The WHOIS Policy Review Team was set up to meet requirements of the Affirmation of Commitments (AOC) that ICANN enforce its existing policy relating to WHOIS. The policy requires ICANN to organize a review of WHOIS policy and its implementation to assess the extent to which WHOIS policy is effective and its implementation meets the legitimate needs of law enforcement and promotes consumer trust. The first WHOIS Review Team concluded its work in 2012, and its recommendations influenced the ICANN Board's resolution in November 2012, to initiate a series of reforms related to WHOIS.
The Policy Review Team was set up to meet requirements of the AOC that ICANN enforce its existing policy relating to WHOIS. The policy requires ICANN to organize a review of WHOIS policy and its implementation to assess the extent to which WHOIS policy is effective and its implementation meets the legitimate needs of law enforcement and promotes consumer trust.
ICANN's WHOIS policy has been updated from time to time through contract changes and policy development activities that originate through a bottom-up, transparent process involving all necessary constituencies and stakeholders in the Internet Community.
ICANN policy begins its development in the applicable Supporting Organizations and Advisory Committees, such as the GNSO for changes affecting generic domain names . The recognition that a policy is needed may arise from anywhere in the Internet community, the international ICANN Supporting Organizations and Committees (such as the Regional Internet Registries (through the ASO), the GNSO, the ALAC or the GAC), or the Country Code Managers (ccTLDs). ICANN is in the midst of evolving the WHOIS policy for generic domain names in response to the recommendations made by the WHOIS Policy Review Team formed under the Affirmation of Commitments. These future improvements include initiating a series of GNSO policy development processes (PDP) to evaluate the policy implications of privacy and proxy services, issues related to the translation or transliteration of WHOIS data, and whether to require all registries to offer "thick" or full WHOIS contact data. In addition, the ICANN Board has convened a group of experts(EWG) to evaluate whether WHOIS should be replaced by an entirely new model of registration data directory services. The EWG work, once it concludes, is expected to be evaluated through a separate GNSO policy development process.

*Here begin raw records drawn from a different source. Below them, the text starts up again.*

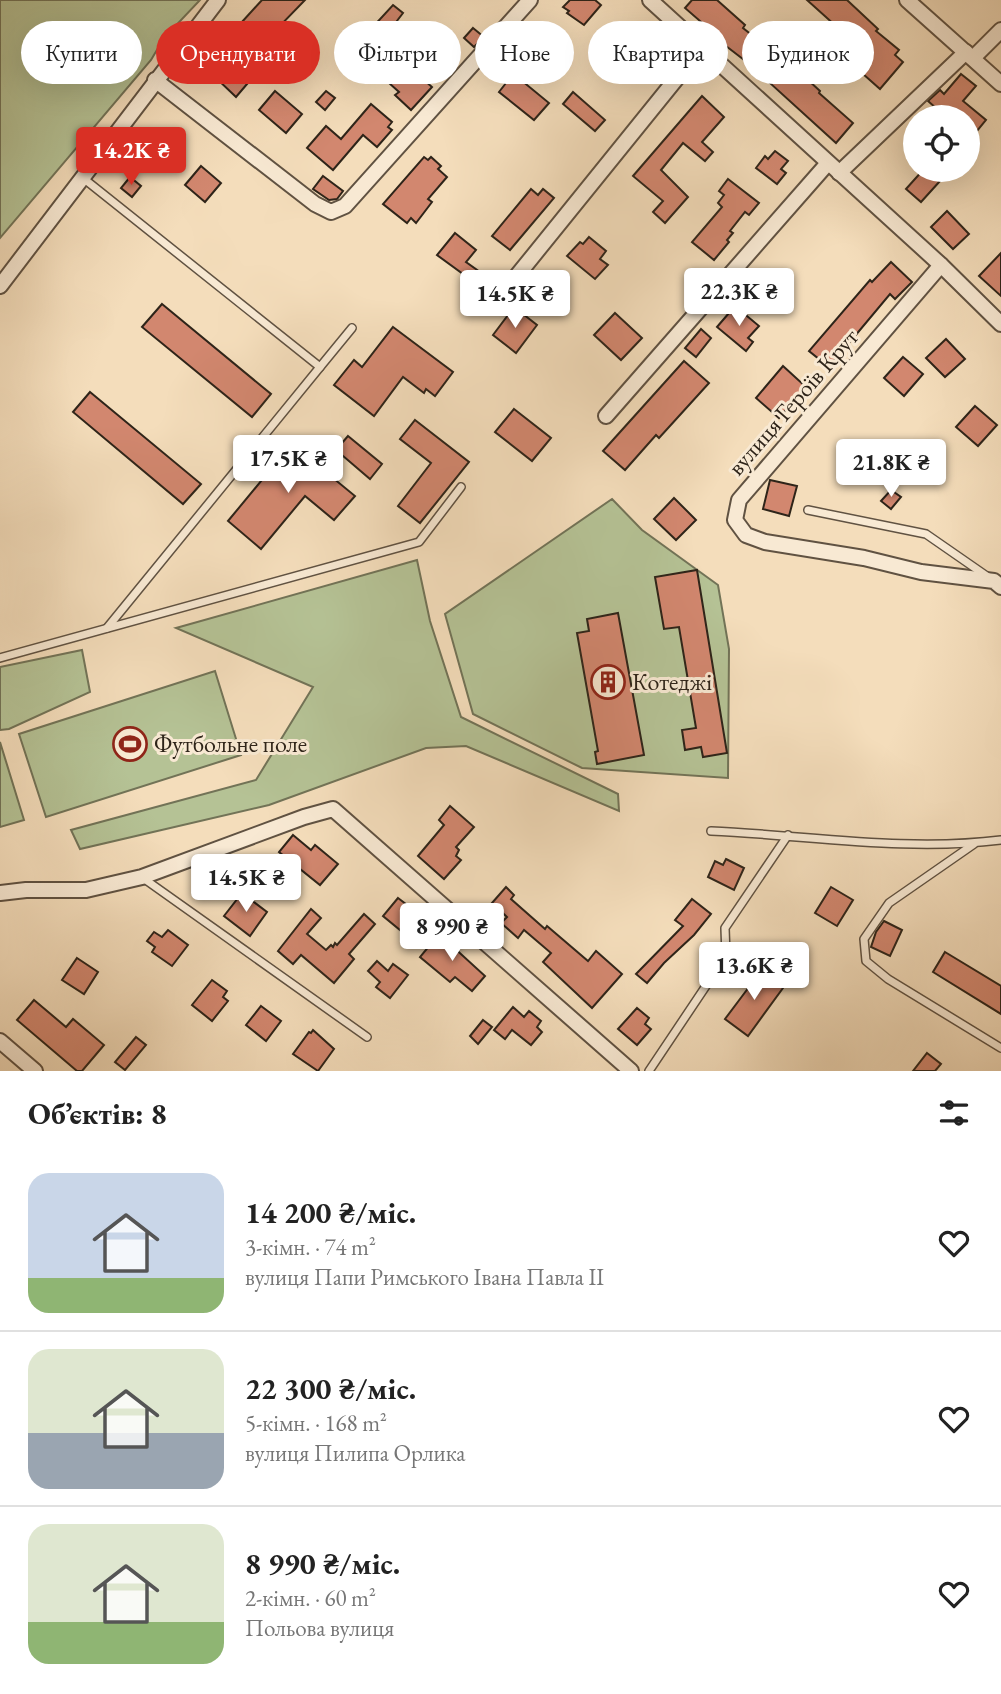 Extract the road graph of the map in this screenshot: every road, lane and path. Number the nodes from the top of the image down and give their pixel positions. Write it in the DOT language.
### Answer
graph roads {
  1 [pos="218,0"];
  2 [pos="530,0"];
  3 [pos="650,0"];
  4 [pos="907,0"];
  5 [pos="673,21"];
  6 [pos="1001,30"];
  7 [pos="970,55"];
  8 [pos="728,71"];
  9 [pos="155,80"];
  10 [pos="672,84"];
  11 [pos="1001,84"];
  12 [pos="833,168"];
  13 [pos="82,177"];
  14 [pos="941,265"];
  15 [pos="516,276"];
  16 [pos="0,286"];
  17 [pos="1001,324"];
  18 [pos="352,328"];
  19 [pos="320,367"];
  20 [pos="606,416"];
  21 [pos="461,488"];
  22 [pos="808,510"];
  23 [pos="997,584"];
  24 [pos="107,628"];
  25 [pos="0,658"];
  26 [pos="711,831"];
  27 [pos="788,835"];
  28 [pos="1001,840"];
  29 [pos="974,844"];
  30 [pos="142,877"];
  31 [pos="0,893"];
  32 [pos="367,1037"];
  33 [pos="0,1041"];
  34 [pos="1001,1048"];
  35 [pos="34,1071"];
  36 [pos="631,1071"];
  37 [pos="649,1071"];
  1 -- 9 [label="street"];
  2 -- 9 [label="street"];
  3 -- 5 [label="street"];
  4 -- 7 [label="street"];
  6 -- 7 [label="street"];
  7 -- 11 [label="street"];
  7 -- 12 [label="street"];
  8 -- 12 [label="street"];
  9 -- 13 [label="street"];
  10 -- 15 [label="street"];
  12 -- 14 [label="street"];
  12 -- 20 [label="street"];
  13 -- 16 [label="street"];
  13 -- 19 [label="lane"];
  14 -- 17 [label="street"];
  14 -- 23 [label="street, вулиця Героїв Крут"];
  18 -- 19 [label="lane"];
  19 -- 24 [label="lane"];
  21 -- 24 [label="lane"];
  22 -- 23 [label="lane"];
  24 -- 25 [label="lane"];
  26 -- 27 [label="lane"];
  27 -- 29 [label="lane"];
  27 -- 37 [label="lane"];
  28 -- 29 [label="lane"];
  29 -- 34 [label="lane"];
  30 -- 31 [label="street"];
  30 -- 32 [label="lane"];
  30 -- 36 [label="street"];
  33 -- 35 [label="street"];
}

To update your own WHOIS information, please refer to your Registrar's website to learn of the options available, or contact them directly through email or telephone.
If you're not sure which Registrar you used:
- Conduct a WHOIS lookup on your domain
- The registrar's name will be included in the results
- Refer to the ICANN-accredited Registrar list to find contact information
ICANN does not require registries or registrants to break laws in order to address conflicts between the collection of WHOIS data by a registry or registrar and sovereign privacy laws and regulations. Registries or registrars that can demonstrate national laws prohibiting the collection or publication of personal data can seek a waiver from this requirement.